Si le hubiesen dado a elegir, Javier Cañizo habría sido policía. Pero la vida rara vez te da a elegir. Así que tuvo que conformarse con custodiar los secretos administrativos de una escuela.
Cañizo es un tipo gris. Por eso, sin duda, la academia de policía no lo quiso. Bueno, por eso y porque jamás pudo con las pruebas físicas. Cañizo fue un patito gordo que se convirtió en un cisne gordito. Pasó un par de años en un gimnasio, pero apenas consiguió adelgazar algunos kilos. A la segunda vez que lo tiraron en la oposición, decidió dejar de soñar y buscarse un trabajo serio.

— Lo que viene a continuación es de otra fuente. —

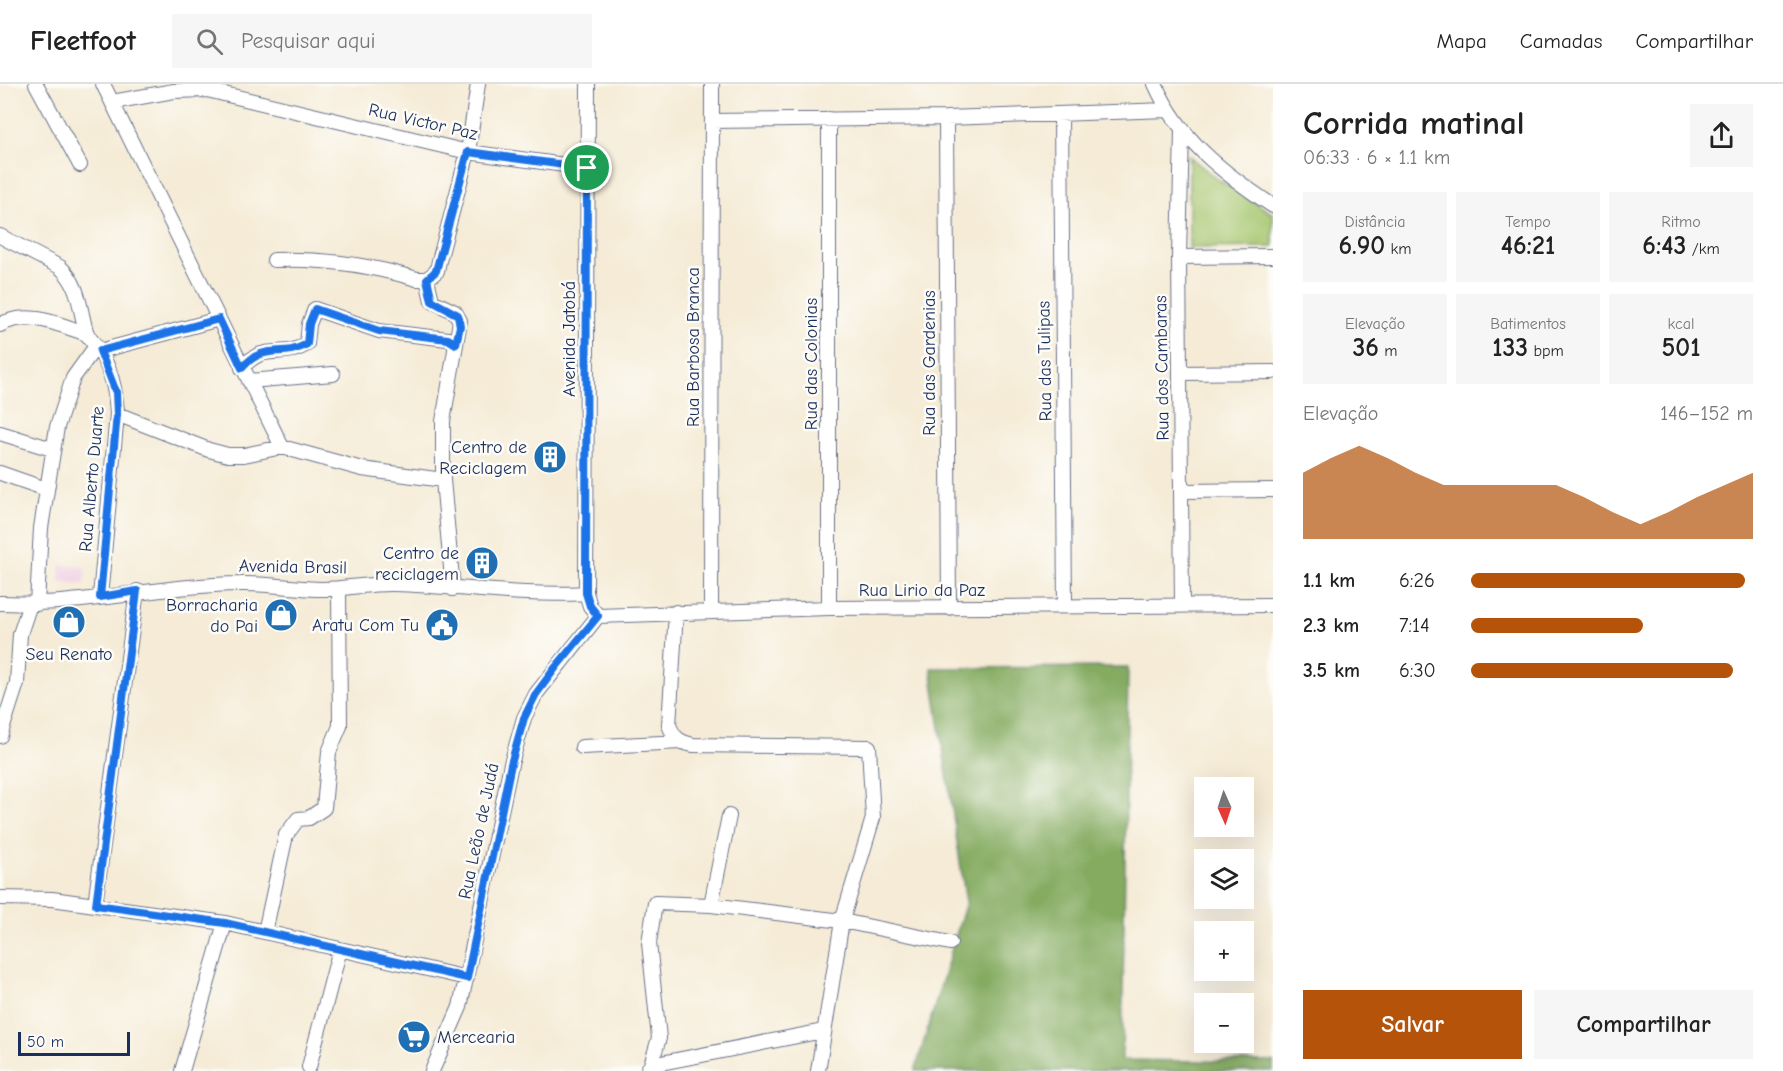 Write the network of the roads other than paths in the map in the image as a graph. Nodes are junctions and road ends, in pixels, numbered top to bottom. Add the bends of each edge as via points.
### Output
1 (36, 84) edge
2 (103, 84) edge
3 (478, 84) edge
4 (588, 84) edge
5 (712, 84) edge
6 (1155, 84) edge
7 (112, 102) junction
8 (1167, 110) junction
9 (1060, 115) junction
10 (946, 118) junction
11 (829, 119) junction
12 (712, 121) junction
13 (1182, 130) junction
14 (468, 152) junction
15 (80, 165) dead end
16 (587, 168) junction
17 (1273, 206) edge
18 (0, 236) edge
19 (1273, 256) edge
20 (1179, 257) junction
21 (274, 260) dead end
22 (427, 279) junction
23 (219, 319) junction
24 (0, 325) edge
25 (87, 334) junction
26 (456, 344) junction
27 (98, 349) junction
28 (242, 368) junction
29 (1273, 372) edge
30 (1180, 373) junction
31 (333, 374) dead end
32 (249, 381) junction
33 (117, 414) junction
34 (0, 433) edge
35 (282, 447) junction
36 (52, 449) junction
37 (0, 473) edge
38 (443, 480) junction
39 (46, 489) junction
40 (1273, 490) edge
41 (1182, 491) junction
42 (339, 589) junction
43 (453, 590) junction
44 (137, 591) junction
45 (586, 593) junction
46 (100, 597) junction
47 (0, 603) edge
48 (34, 604) junction
49 (1273, 605) edge
50 (1065, 606) junction
51 (1182, 606) junction
52 (830, 608) junction
53 (949, 608) junction
54 (711, 610) junction
55 (676, 612) junction
56 (598, 616) junction
57 (0, 736) edge
58 (681, 742) junction
59 (582, 747) dead end
60 (729, 816) dead end
61 (0, 898) edge
62 (96, 905) junction
63 (711, 905) junction
64 (842, 921) junction
65 (225, 923) junction
66 (265, 932) junction
67 (950, 943) dead end
68 (340, 949) junction
69 (467, 978) junction
70 (823, 1031) junction
71 (309, 1067) dead end
72 (649, 1068) edge
73 (182, 1071) edge
74 (432, 1071) edge
75 (818, 1071) edge

1 - 15 street
2 - 7 street
3 - 14 street
4 - 16 street, Avenida Jatobá
5 - 12 street, Rua Barbosa Branca
6 - 8 street
7 - 14 street, Rua Victor Paz via 174,91 207,90
7 - 23 street
8 - 9 street
8 - 13 street
9 - 10 street
9 - 50 street, Rua das Tulipas
10 - 11 street
10 - 53 street, Rua das Gardenias
11 - 12 street
11 - 52 street, Rua das Colonias
12 - 54 street, Rua Barbosa Branca
13 - 17 street via 1229,177
13 - 20 street, Rua dos Cambaras
14 - 16 street, Rua Victor Paz
14 - 22 street via 436,271
16 - 45 street, Avenida Jatobá
18 - 25 street, Rua Alberto Duarte via 68,274 79,296
19 - 20 street
20 - 30 street, Rua dos Cambaras
21 - 22 street via 343,262
22 - 26 street via 432,301 458,315
23 - 27 street
23 - 28 street
24 - 25 street via 22,318 37,319
25 - 27 street, Rua Alberto Duarte
26 - 28 street via 448,339 379,331 315,309 307,344 297,350 252,356
26 - 38 street via 443,421
27 - 33 street, Rua Alberto Duarte via 116,392
27 - 36 street via 73,378 64,397
28 - 32 street
29 - 30 street
30 - 41 street, Rua dos Cambaras
31 - 32 street
32 - 35 street
33 - 35 street via 228,455
33 - 46 street, Rua Alberto Duarte
34 - 36 street
35 - 38 street via 362,469
36 - 39 street
37 - 39 street
38 - 43 street
39 - 48 street
40 - 41 street
41 - 51 street, Rua dos Cambaras
42 - 43 street, Avenida Brasil via 394,584
42 - 44 street, Avenida Brasil via 244,584
42 - 66 street via 340,726 329,752 324,808 309,818 298,819 286,835
43 - 45 street, Avenida Brasil via 528,595
44 - 46 street, Avenida Brasil
44 - 62 street
45 - 56 street
46 - 48 street, Avenida Brasil
47 - 48 street, Avenida Brasil
48 - 57 street via 20,634 17,683
49 - 51 street, Rua Lirio da Paz
50 - 51 street, Rua Lirio da Paz
50 - 53 street, Rua Lirio da Paz
52 - 53 street, Rua Lirio da Paz
52 - 54 street, Rua Lirio da Paz
54 - 55 street, Rua Lirio da Paz
55 - 56 street, Rua Lirio da Paz
55 - 58 street via 669,725
56 - 69 street, Rua Leão de Judá via 543,685 524,718
58 - 59 street
58 - 64 street via 869,747 873,818
60 - 63 street
61 - 62 street
62 - 65 street
63 - 64 street
63 - 72 street via 661,902 655,903 652,910 648,943 659,1038
64 - 67 street
64 - 70 street
65 - 66 street
65 - 73 street
66 - 68 street
68 - 69 street
68 - 71 street
69 - 74 street, Rua Leão de Judá via 450,1034
70 - 72 street
70 - 75 street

Las mañanas de climatología extrema, en la hora del recreo de los mayores, Cañizo sale al patio y recorre pausado campos y servicios con el gesto torcido y las manos cruzadas detrás de la espalda. Los días de lluvia, se enfunda en una absurda gabardina; los de sol, se pone unas gafas de espejo.

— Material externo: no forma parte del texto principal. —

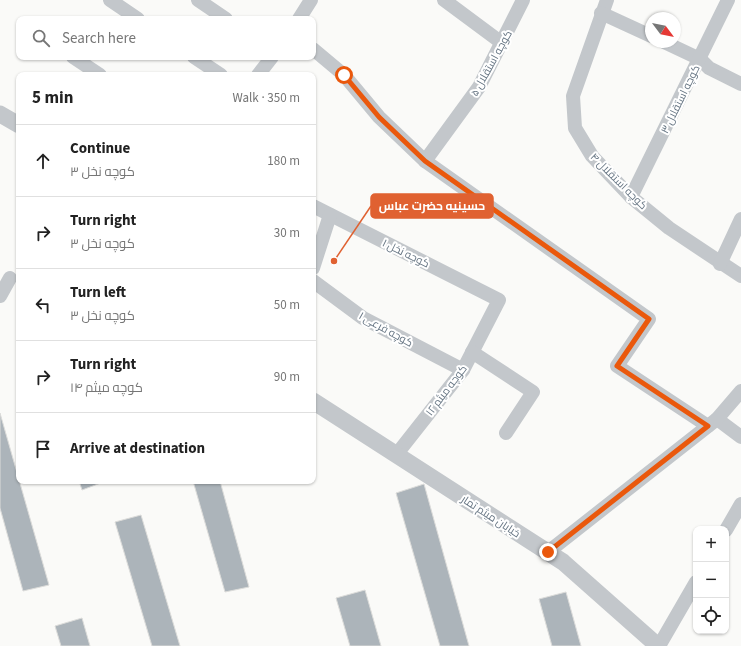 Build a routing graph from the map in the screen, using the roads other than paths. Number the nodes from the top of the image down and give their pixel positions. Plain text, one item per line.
1 (110, 0) edge
2 (198, 0) edge
3 (311, 0) edge
4 (444, 0) edge
5 (523, 0) edge
6 (607, 0) edge
7 (728, 0) edge
8 (601, 13) junction
9 (134, 16) edge
10 (222, 16) edge
11 (301, 16) edge
12 (645, 33) edge
13 (502, 43) junction
14 (677, 48) edge
15 (316, 52) edge
16 (700, 59) junction
17 (78, 60) edge
18 (198, 60) edge
19 (270, 60) edge
20 (96, 72) edge
21 (216, 72) edge
22 (260, 72) edge
23 (741, 84) edge
24 (0, 114) edge
25 (16, 123) edge
26 (425, 161) junction
27 (631, 197) junction
28 (316, 208) edge
29 (330, 215) junction
30 (741, 219) edge
31 (316, 259) edge
32 (720, 264) junction
33 (741, 276) edge
34 (10, 278) dead end
35 (316, 283) edge
36 (0, 296) edge
37 (499, 300) joint
38 (472, 352) junction
39 (463, 370) junction
40 (741, 391) edge
41 (316, 403) edge
42 (713, 423) junction
43 (506, 433) dead end
44 (741, 437) edge
45 (396, 455) junction
46 (741, 504) edge
47 (728, 526) edge
48 (548, 552) junction
49 (693, 587) edge
50 (658, 646) edge

1 - 9 street
2 - 10 street
3 - 11 street
4 - 13 street
5 - 13 street, کوچه استقلال ۵
6 - 8 street, کوچه استقلال ۴
7 - 16 street, کوچه استقلال ۳
8 - 12 street
8 - 27 street, کوچه استقلال ۴
13 - 26 street, کوچه استقلال ۵
14 - 16 street
15 - 26 street
16 - 23 street
16 - 27 street, کوچه استقلال ۳
17 - 20 street
18 - 21 street
19 - 22 street
24 - 25 street
26 - 42 street
27 - 32 street, کوچه استقلال ۴
28 - 29 street, کوچه نخل ۱
29 - 31 street
29 - 37 street, کوچه نخل ۱
30 - 32 street
32 - 33 street, کوچه استقلال ۴
34 - 36 street
35 - 39 street, کوچه فرعی ۱
37 - 38 street, کوچه میثم ۱۲
38 - 39 street, کوچه میثم ۱۲
38 - 43 street
39 - 45 street, کوچه میثم ۱۲
40 - 42 street
41 - 45 street, خیابان میثم تمار
42 - 44 street
42 - 48 street
45 - 48 street, خیابان میثم تمار
46 - 47 street
48 - 50 street, خیابان میثم تمار
49 - 50 street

Algunos niños (con Valdabí a la cabeza) se ríen de él. Lo sabe y le da igual. Llega una edad en que uno decide saldar cuentas con los sueños abandonados, y Cañizo, de corazón, sabe que el nació para patrullar las calles bajo la lluvia más implacable o la solanera más cruel. Como en aquellas películas de niñez que tanto deseó protagonizar.